◆ **What is required**: An exact copy of all the lines below is required, with every image left out.

Collected data
################

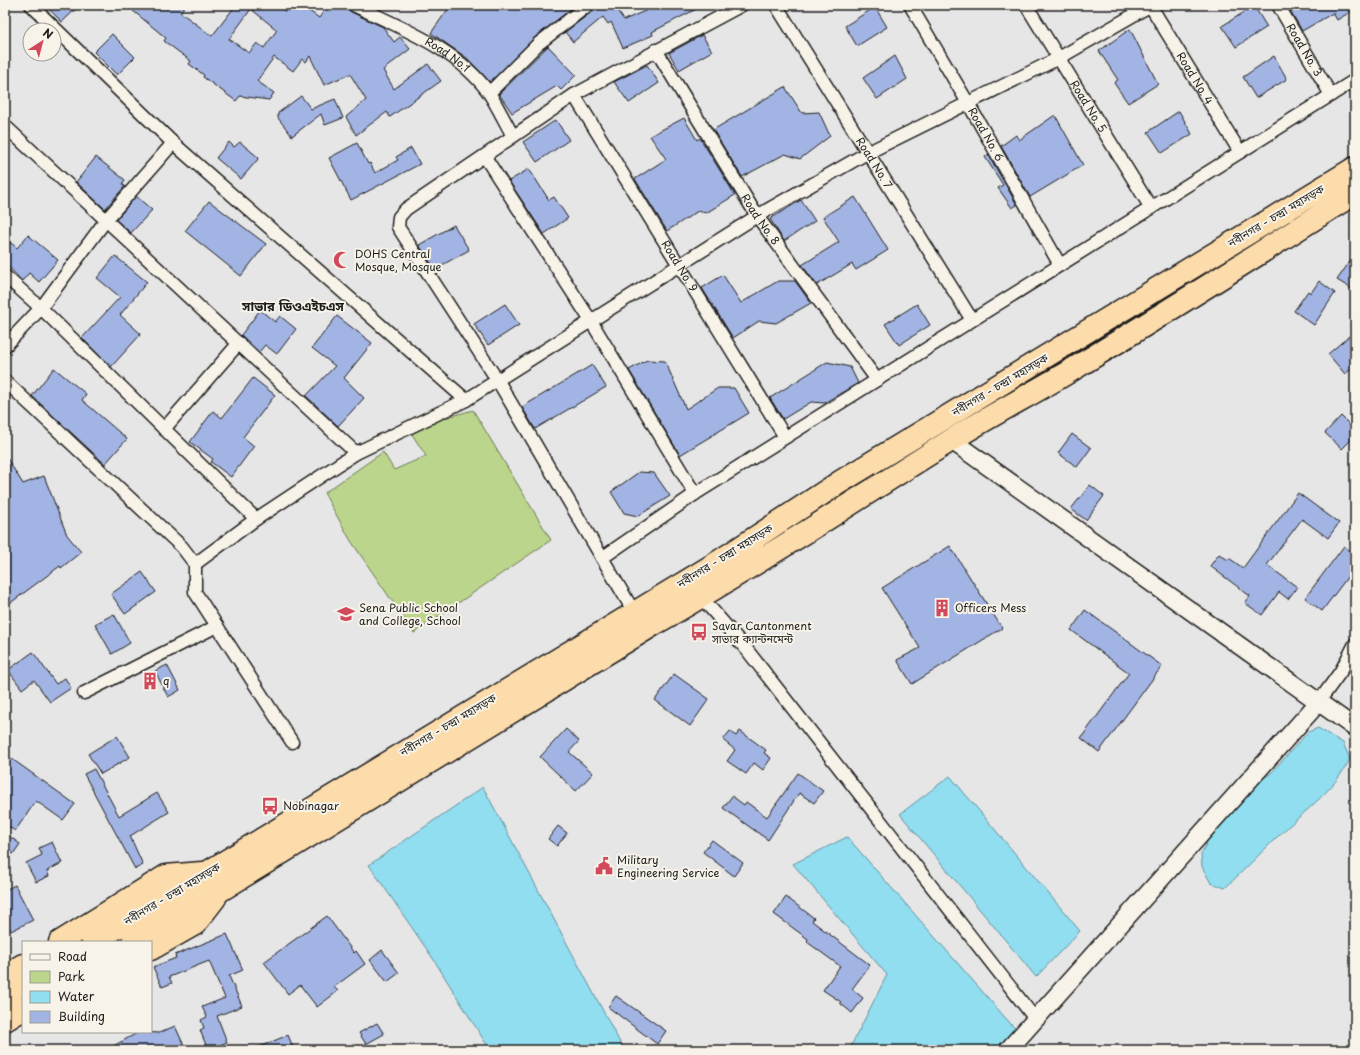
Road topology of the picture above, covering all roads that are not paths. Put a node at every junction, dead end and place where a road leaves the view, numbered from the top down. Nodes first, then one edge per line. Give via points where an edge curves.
1 (31, 5) edge
2 (354, 5) edge
3 (588, 5) edge
4 (742, 5) edge
5 (776, 5) edge
6 (910, 5) edge
7 (1026, 5) edge
8 (1150, 5) edge
9 (1278, 5) edge
10 (656, 50) junction
11 (1059, 58) junction
12 (1355, 80) edge
13 (488, 93) junction
14 (574, 95) junction
15 (1332, 95) junction
16 (968, 103) junction
17 (5, 126) edge
18 (513, 136) junction
19 (173, 143) junction
20 (1240, 152) junction
21 (867, 153) junction
22 (485, 157) junction
23 (1355, 168) edge
24 (1355, 193) edge
25 (1151, 208) junction
26 (757, 216) junction
27 (106, 220) junction
28 (679, 265) junction
29 (1060, 265) junction
30 (5, 276) edge
31 (40, 308) junction
32 (972, 320) junction
33 (591, 321) junction
34 (239, 343) junction
35 (5, 346) edge
36 (877, 380) junction
37 (5, 381) edge
38 (498, 381) junction
39 (466, 400) junction
40 (164, 429) junction
41 (785, 437) junction
42 (951, 440) junction
43 (356, 453) junction
44 (695, 494) junction
45 (256, 518) junction
46 (602, 558) junction
47 (195, 564) junction
48 (701, 597) junction
49 (634, 612) junction
50 (217, 626) junction
51 (1355, 644) edge
52 (84, 693) dead end
53 (1318, 703) junction
54 (1355, 728) edge
55 (292, 742) dead end
56 (209, 872) junction
57 (221, 890) junction
58 (62, 941) edge
59 (95, 941) edge
60 (135, 941) edge
61 (152, 948) edge
62 (22, 966) edge
63 (5, 976) edge
64 (22, 985) edge
65 (5, 995) edge
66 (22, 1010) edge
67 (5, 1020) edge
68 (1036, 1020) junction
69 (22, 1024) edge
70 (5, 1034) edge
71 (1008, 1050) edge

1 - 19 street
2 - 13 street, Road No.1 via 424,40 462,64
3 - 13 street via 538,44
4 - 10 street
5 - 21 street, Road No. 7
6 - 16 street, Road No. 6
7 - 11 street, Road No. 5
8 - 11 street
8 - 20 street, Road No. 4
9 - 15 street, Road No. 3
10 - 14 street
10 - 26 street, Road No. 8
11 - 16 street
11 - 25 street, Road No. 5
12 - 15 street
13 - 18 street, Road No.1
14 - 18 street
14 - 28 street, Road No. 9
15 - 20 street
16 - 21 street
16 - 29 street, Road No. 6
17 - 27 street
18 - 22 street
19 - 27 street
19 - 39 street
20 - 25 street
21 - 26 street
21 - 32 street, Road No. 7
22 - 33 street
22 - 38 street via 406,209 399,217 398,228
23 - 49 highway, নবীনগর - চন্দ্রা মহাসড়ক via 847,478 715,564
24 - 42 highway, নবীনগর - চন্দ্রা মহাসড়ক via 1073,369
25 - 29 street
26 - 28 street
26 - 36 street, Road No. 8
27 - 31 street
27 - 34 street
28 - 33 street
28 - 41 street, Road No. 9
29 - 32 street
30 - 31 street
31 - 35 street
31 - 40 street
32 - 36 street
33 - 38 street
33 - 44 street
34 - 40 street
34 - 43 street
36 - 41 street
37 - 47 street via 182,547
38 - 39 street
38 - 46 street
39 - 43 street
40 - 45 street
41 - 44 street
42 - 48 highway, নবীনগর - চন্দ্রা মহাসড়ক via 826,521
42 - 53 street
43 - 45 street
44 - 46 street
45 - 47 street
46 - 49 street
47 - 50 street via 195,592
48 - 57 highway, নবীনগর - চন্দ্রা মহাসড়ক
48 - 68 street via 747,650
49 - 56 highway, নবীনগর - চন্দ্রা মহাসড়ক
50 - 52 street
50 - 55 street
51 - 53 street via 1341,671
53 - 54 street
53 - 68 street
56 - 58 highway via 166,876
56 - 59 highway, নবীনগর - চন্দ্রা মহাসড়ক
57 - 60 highway, নবীনগর - চন্দ্রা মহাসড়ক
57 - 61 highway via 195,924
62 - 63 highway
64 - 65 highway
66 - 67 highway
68 - 71 street
69 - 70 highway

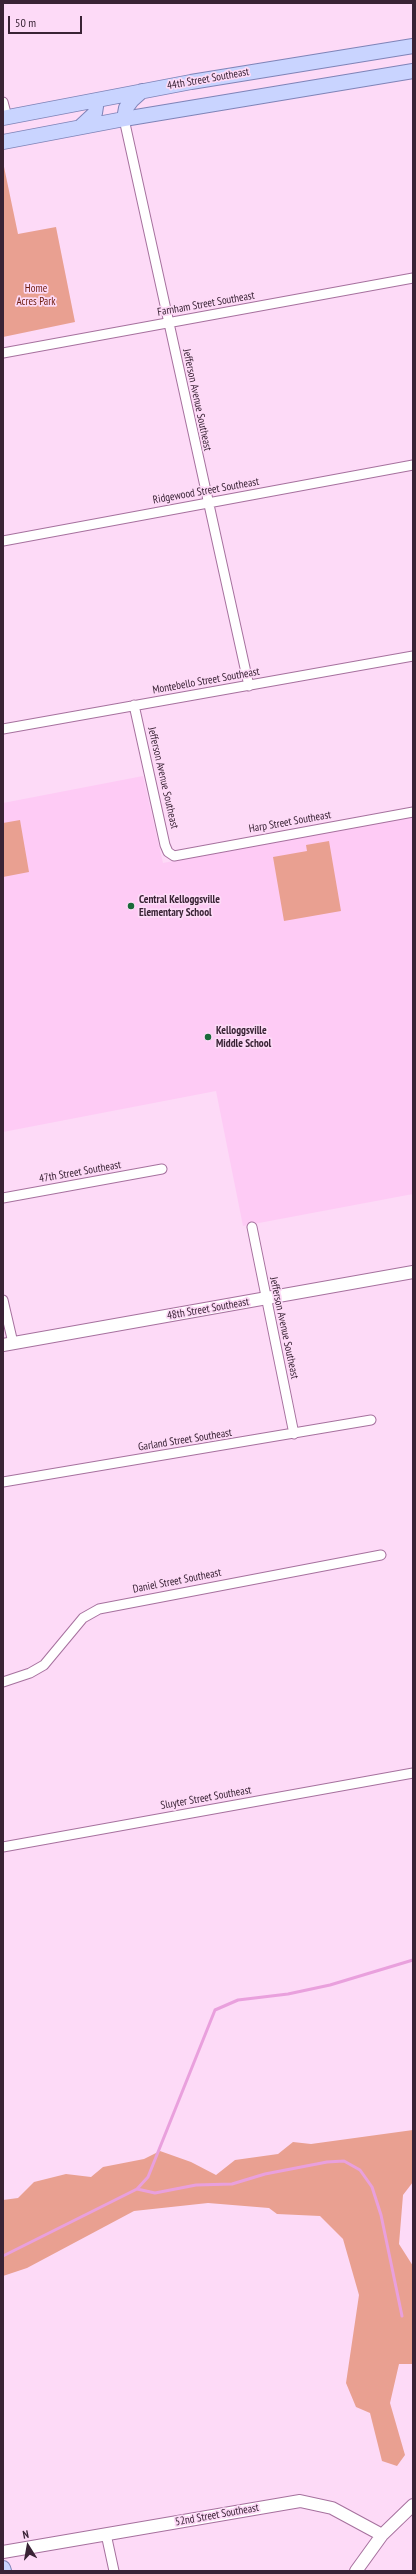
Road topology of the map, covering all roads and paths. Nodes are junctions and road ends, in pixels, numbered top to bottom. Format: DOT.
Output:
graph roads {
  1 [pos="413,46"];
  2 [pos="413,71"];
  3 [pos="143,91"];
  4 [pos="97,100"];
  5 [pos="3,102"];
  6 [pos="5,117"];
  7 [pos="124,119"];
  8 [pos="80,127"];
  9 [pos="3,142"];
  10 [pos="413,278"];
  11 [pos="168,323"];
  12 [pos="3,352"];
  13 [pos="413,465"];
  14 [pos="208,502"];
  15 [pos="3,541"];
  16 [pos="413,656"];
  17 [pos="249,686"];
  18 [pos="134,705"];
  19 [pos="3,728"];
  20 [pos="413,812"];
  21 [pos="171,854"];
  22 [pos="162,1169"];
  23 [pos="3,1198"];
  24 [pos="252,1227"];
  25 [pos="413,1272"];
  26 [pos="265,1299"];
  27 [pos="3,1300"];
  28 [pos="8,1344"];
  29 [pos="371,1420"];
  30 [pos="294,1434"];
  31 [pos="3,1482"];
  32 [pos="381,1555"];
  33 [pos="3,1682"];
  34 [pos="413,1773"];
  35 [pos="3,1846"];
  36 [pos="413,2505"];
  37 [pos="106,2534"];
  38 [pos="382,2535"];
  39 [pos="3,2552"];
  40 [pos="114,2571"];
  41 [pos="356,2571"];
  1 -- 3 [label="main road, 44th Street Southeast"];
  2 -- 7 [label="main road"];
  3 -- 4 [label="main road, 44th Street Southeast"];
  3 -- 7 [label="main road"];
  4 -- 6 [label="main road, 44th Street Southeast"];
  4 -- 8 [label="main road"];
  5 -- 6 [label="street"];
  7 -- 8 [label="main road"];
  7 -- 11 [label="street, Jefferson Avenue Southeast"];
  8 -- 9 [label="main road"];
  10 -- 11 [label="street, Farnham Street Southeast"];
  11 -- 12 [label="street, Farnham Street Southeast"];
  11 -- 14 [label="street, Jefferson Avenue Southeast"];
  13 -- 14 [label="street, Ridgewood Street Southeast"];
  14 -- 15 [label="street, Ridgewood Street Southeast"];
  14 -- 17 [label="street, Jefferson Avenue Southeast"];
  16 -- 17 [label="street, Montebello Street Southeast"];
  17 -- 18 [label="street, Montebello Street Southeast"];
  18 -- 19 [label="street, Montebello Street Southeast"];
  18 -- 21 [label="street, Jefferson Avenue Southeast"];
  20 -- 21 [label="street, Harp Street Southeast"];
  22 -- 23 [label="street, 47th Street Southeast"];
  24 -- 26 [label="street, Jefferson Avenue Southeast"];
  25 -- 26 [label="street, 48th Street Southeast"];
  26 -- 28 [label="street, 48th Street Southeast"];
  26 -- 30 [label="street, Jefferson Avenue Southeast"];
  27 -- 28 [label="street"];
  29 -- 30 [label="street, Garland Street Southeast"];
  30 -- 31 [label="street, Garland Street Southeast"];
  32 -- 33 [label="street, Daniel Street Southeast"];
  34 -- 35 [label="street, Sluyter Street Southeast"];
  36 -- 38 [label="street"];
  37 -- 38 [label="street, 52nd Street Southeast"];
  37 -- 39 [label="street, 52nd Street Southeast"];
  37 -- 40 [label="street"];
  38 -- 41 [label="street"];
}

################

◆ **Response**:
Road topology of the picture above, covering all roads that are not paths. Put a node at every junction, dead end and place where a road leaves the view, numbered from the top down. Nodes first, then one edge per line. Give via points where an edge curves.
1 (31, 5) edge
2 (354, 5) edge
3 (588, 5) edge
4 (742, 5) edge
5 (776, 5) edge
6 (910, 5) edge
7 (1026, 5) edge
8 (1150, 5) edge
9 (1278, 5) edge
10 (656, 50) junction
11 (1059, 58) junction
12 (1355, 80) edge
13 (488, 93) junction
14 (574, 95) junction
15 (1332, 95) junction
16 (968, 103) junction
17 (5, 126) edge
18 (513, 136) junction
19 (173, 143) junction
20 (1240, 152) junction
21 (867, 153) junction
22 (485, 157) junction
23 (1355, 168) edge
24 (1355, 193) edge
25 (1151, 208) junction
26 (757, 216) junction
27 (106, 220) junction
28 (679, 265) junction
29 (1060, 265) junction
30 (5, 276) edge
31 (40, 308) junction
32 (972, 320) junction
33 (591, 321) junction
34 (239, 343) junction
35 (5, 346) edge
36 (877, 380) junction
37 (5, 381) edge
38 (498, 381) junction
39 (466, 400) junction
40 (164, 429) junction
41 (785, 437) junction
42 (951, 440) junction
43 (356, 453) junction
44 (695, 494) junction
45 (256, 518) junction
46 (602, 558) junction
47 (195, 564) junction
48 (701, 597) junction
49 (634, 612) junction
50 (217, 626) junction
51 (1355, 644) edge
52 (84, 693) dead end
53 (1318, 703) junction
54 (1355, 728) edge
55 (292, 742) dead end
56 (209, 872) junction
57 (221, 890) junction
58 (62, 941) edge
59 (95, 941) edge
60 (135, 941) edge
61 (152, 948) edge
62 (22, 966) edge
63 (5, 976) edge
64 (22, 985) edge
65 (5, 995) edge
66 (22, 1010) edge
67 (5, 1020) edge
68 (1036, 1020) junction
69 (22, 1024) edge
70 (5, 1034) edge
71 (1008, 1050) edge

1 - 19 street
2 - 13 street, Road No.1 via 424,40 462,64
3 - 13 street via 538,44
4 - 10 street
5 - 21 street, Road No. 7
6 - 16 street, Road No. 6
7 - 11 street, Road No. 5
8 - 11 street
8 - 20 street, Road No. 4
9 - 15 street, Road No. 3
10 - 14 street
10 - 26 street, Road No. 8
11 - 16 street
11 - 25 street, Road No. 5
12 - 15 street
13 - 18 street, Road No.1
14 - 18 street
14 - 28 street, Road No. 9
15 - 20 street
16 - 21 street
16 - 29 street, Road No. 6
17 - 27 street
18 - 22 street
19 - 27 street
19 - 39 street
20 - 25 street
21 - 26 street
21 - 32 street, Road No. 7
22 - 33 street
22 - 38 street via 406,209 399,217 398,228
23 - 49 highway, নবীনগর - চন্দ্রা মহাসড়ক via 847,478 715,564
24 - 42 highway, নবীনগর - চন্দ্রা মহাসড়ক via 1073,369
25 - 29 street
26 - 28 street
26 - 36 street, Road No. 8
27 - 31 street
27 - 34 street
28 - 33 street
28 - 41 street, Road No. 9
29 - 32 street
30 - 31 street
31 - 35 street
31 - 40 street
32 - 36 street
33 - 38 street
33 - 44 street
34 - 40 street
34 - 43 street
36 - 41 street
37 - 47 street via 182,547
38 - 39 street
38 - 46 street
39 - 43 street
40 - 45 street
41 - 44 street
42 - 48 highway, নবীনগর - চন্দ্রা মহাসড়ক via 826,521
42 - 53 street
43 - 45 street
44 - 46 street
45 - 47 street
46 - 49 street
47 - 50 street via 195,592
48 - 57 highway, নবীনগর - চন্দ্রা মহাসড়ক
48 - 68 street via 747,650
49 - 56 highway, নবীনগর - চন্দ্রা মহাসড়ক
50 - 52 street
50 - 55 street
51 - 53 street via 1341,671
53 - 54 street
53 - 68 street
56 - 58 highway via 166,876
56 - 59 highway, নবীনগর - চন্দ্রা মহাসড়ক
57 - 60 highway, নবীনগর - চন্দ্রা মহাসড়ক
57 - 61 highway via 195,924
62 - 63 highway
64 - 65 highway
66 - 67 highway
68 - 71 street
69 - 70 highway

Road topology of the map, covering all roads and paths. Nodes are junctions and road ends, in pixels, numbered top to bottom. Format: DOT.
Output:
graph roads {
  1 [pos="413,46"];
  2 [pos="413,71"];
  3 [pos="143,91"];
  4 [pos="97,100"];
  5 [pos="3,102"];
  6 [pos="5,117"];
  7 [pos="124,119"];
  8 [pos="80,127"];
  9 [pos="3,142"];
  10 [pos="413,278"];
  11 [pos="168,323"];
  12 [pos="3,352"];
  13 [pos="413,465"];
  14 [pos="208,502"];
  15 [pos="3,541"];
  16 [pos="413,656"];
  17 [pos="249,686"];
  18 [pos="134,705"];
  19 [pos="3,728"];
  20 [pos="413,812"];
  21 [pos="171,854"];
  22 [pos="162,1169"];
  23 [pos="3,1198"];
  24 [pos="252,1227"];
  25 [pos="413,1272"];
  26 [pos="265,1299"];
  27 [pos="3,1300"];
  28 [pos="8,1344"];
  29 [pos="371,1420"];
  30 [pos="294,1434"];
  31 [pos="3,1482"];
  32 [pos="381,1555"];
  33 [pos="3,1682"];
  34 [pos="413,1773"];
  35 [pos="3,1846"];
  36 [pos="413,2505"];
  37 [pos="106,2534"];
  38 [pos="382,2535"];
  39 [pos="3,2552"];
  40 [pos="114,2571"];
  41 [pos="356,2571"];
  1 -- 3 [label="main road, 44th Street Southeast"];
  2 -- 7 [label="main road"];
  3 -- 4 [label="main road, 44th Street Southeast"];
  3 -- 7 [label="main road"];
  4 -- 6 [label="main road, 44th Street Southeast"];
  4 -- 8 [label="main road"];
  5 -- 6 [label="street"];
  7 -- 8 [label="main road"];
  7 -- 11 [label="street, Jefferson Avenue Southeast"];
  8 -- 9 [label="main road"];
  10 -- 11 [label="street, Farnham Street Southeast"];
  11 -- 12 [label="street, Farnham Street Southeast"];
  11 -- 14 [label="street, Jefferson Avenue Southeast"];
  13 -- 14 [label="street, Ridgewood Street Southeast"];
  14 -- 15 [label="street, Ridgewood Street Southeast"];
  14 -- 17 [label="street, Jefferson Avenue Southeast"];
  16 -- 17 [label="street, Montebello Street Southeast"];
  17 -- 18 [label="street, Montebello Street Southeast"];
  18 -- 19 [label="street, Montebello Street Southeast"];
  18 -- 21 [label="street, Jefferson Avenue Southeast"];
  20 -- 21 [label="street, Harp Street Southeast"];
  22 -- 23 [label="street, 47th Street Southeast"];
  24 -- 26 [label="street, Jefferson Avenue Southeast"];
  25 -- 26 [label="street, 48th Street Southeast"];
  26 -- 28 [label="street, 48th Street Southeast"];
  26 -- 30 [label="street, Jefferson Avenue Southeast"];
  27 -- 28 [label="street"];
  29 -- 30 [label="street, Garland Street Southeast"];
  30 -- 31 [label="street, Garland Street Southeast"];
  32 -- 33 [label="street, Daniel Street Southeast"];
  34 -- 35 [label="street, Sluyter Street Southeast"];
  36 -- 38 [label="street"];
  37 -- 38 [label="street, 52nd Street Southeast"];
  37 -- 39 [label="street, 52nd Street Southeast"];
  37 -- 40 [label="street"];
  38 -- 41 [label="street"];
}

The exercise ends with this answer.